Information shown:
━━━
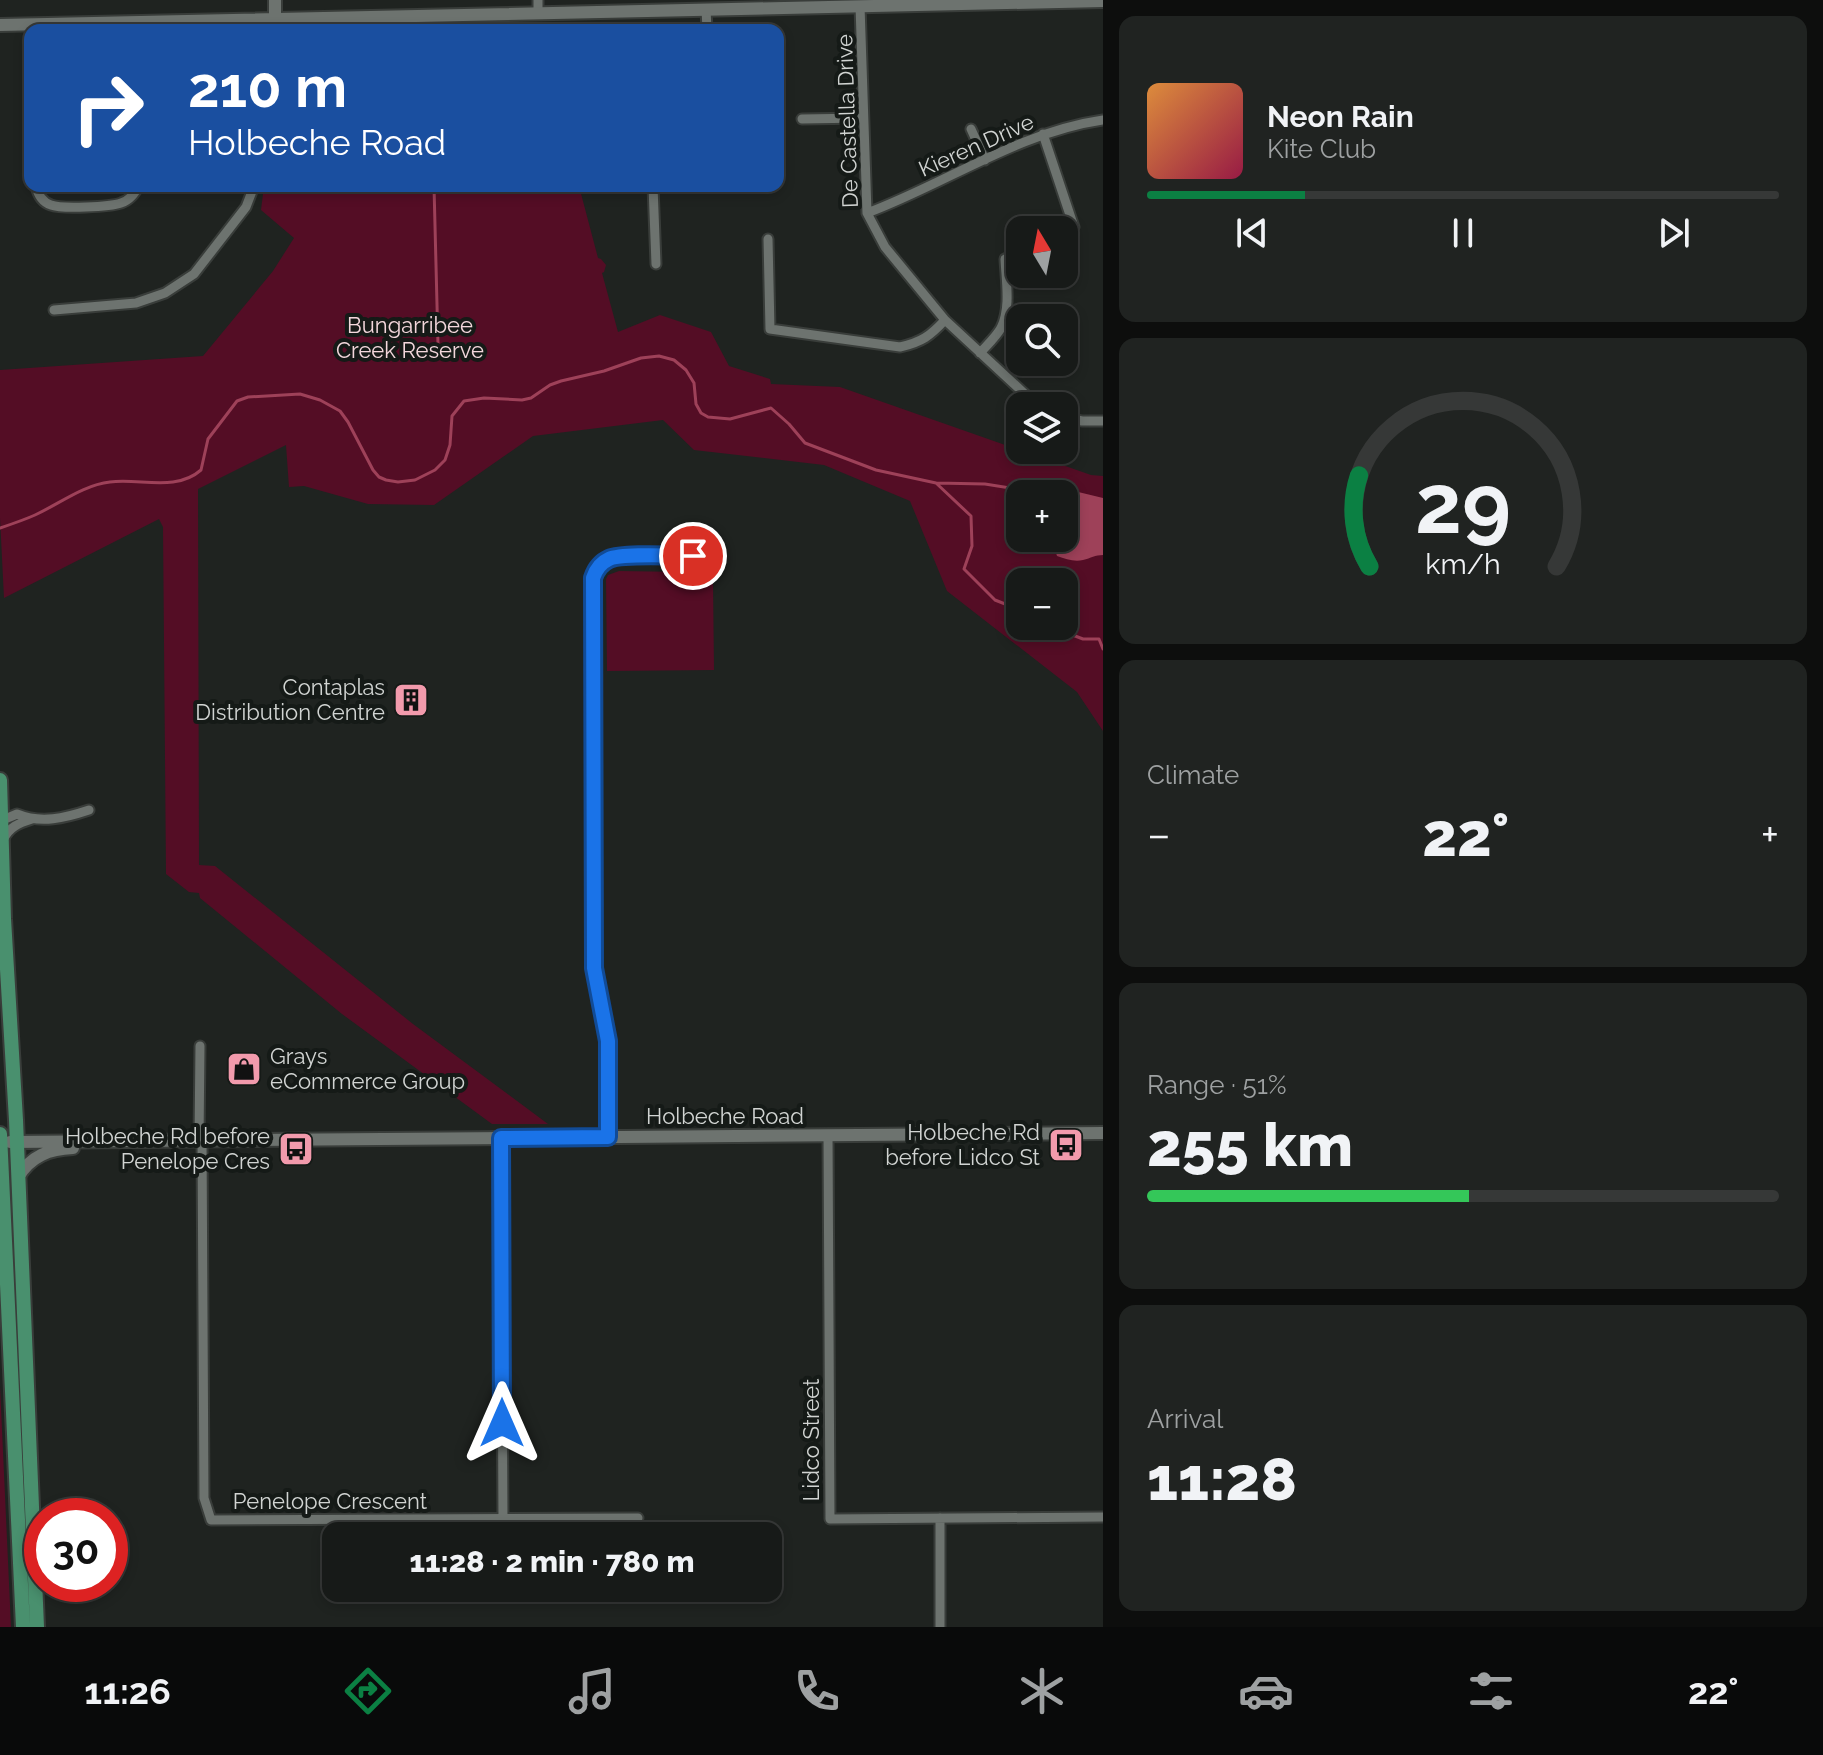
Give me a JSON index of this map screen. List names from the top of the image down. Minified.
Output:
{"streets":{"street":["De Castella Drive","Kieren Drive","Holbeche Road","Lidco Street","Penelope Crescent"]},"crossings":[["De Castella Drive","Kieren Drive"],["Holbeche Road","Lidco Street"],["Holbeche Road","Penelope Crescent"]],"parks":["Bungarribee Creek Reserve"],"places":{"building":["Contaplas Distribution Centre"],"shop":["Grays eCommerce Group"],"bus stop":["Holbeche Rd before Lidco St","Holbeche Rd before Penelope Cres"]},"north":"top","page":{"turn":["210 m","Holbeche Road"],"song":["Neon Rain","Kite Club"],"map_buttons":["+","−"],"tile":["Climate",["Range · 51%","255 km"],["Arrival","11:28"]],"heat":["−","22°","+"],"limit":"30","trip":"11:28 · 2 min · 780 m","tabs":["11:26","22°"],"gauge":["29","km/h"]}}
━━━
Problem: Repeat the listing word for word. Leave images out.

Result of the task:
Give me a JSON index of this map screen. List names from the top of the image down. Minified.
Output:
{"streets":{"street":["De Castella Drive","Kieren Drive","Holbeche Road","Lidco Street","Penelope Crescent"]},"crossings":[["De Castella Drive","Kieren Drive"],["Holbeche Road","Lidco Street"],["Holbeche Road","Penelope Crescent"]],"parks":["Bungarribee Creek Reserve"],"places":{"building":["Contaplas Distribution Centre"],"shop":["Grays eCommerce Group"],"bus stop":["Holbeche Rd before Lidco St","Holbeche Rd before Penelope Cres"]},"north":"top","page":{"turn":["210 m","Holbeche Road"],"song":["Neon Rain","Kite Club"],"map_buttons":["+","−"],"tile":["Climate",["Range · 51%","255 km"],["Arrival","11:28"]],"heat":["−","22°","+"],"limit":"30","trip":"11:28 · 2 min · 780 m","tabs":["11:26","22°"],"gauge":["29","km/h"]}}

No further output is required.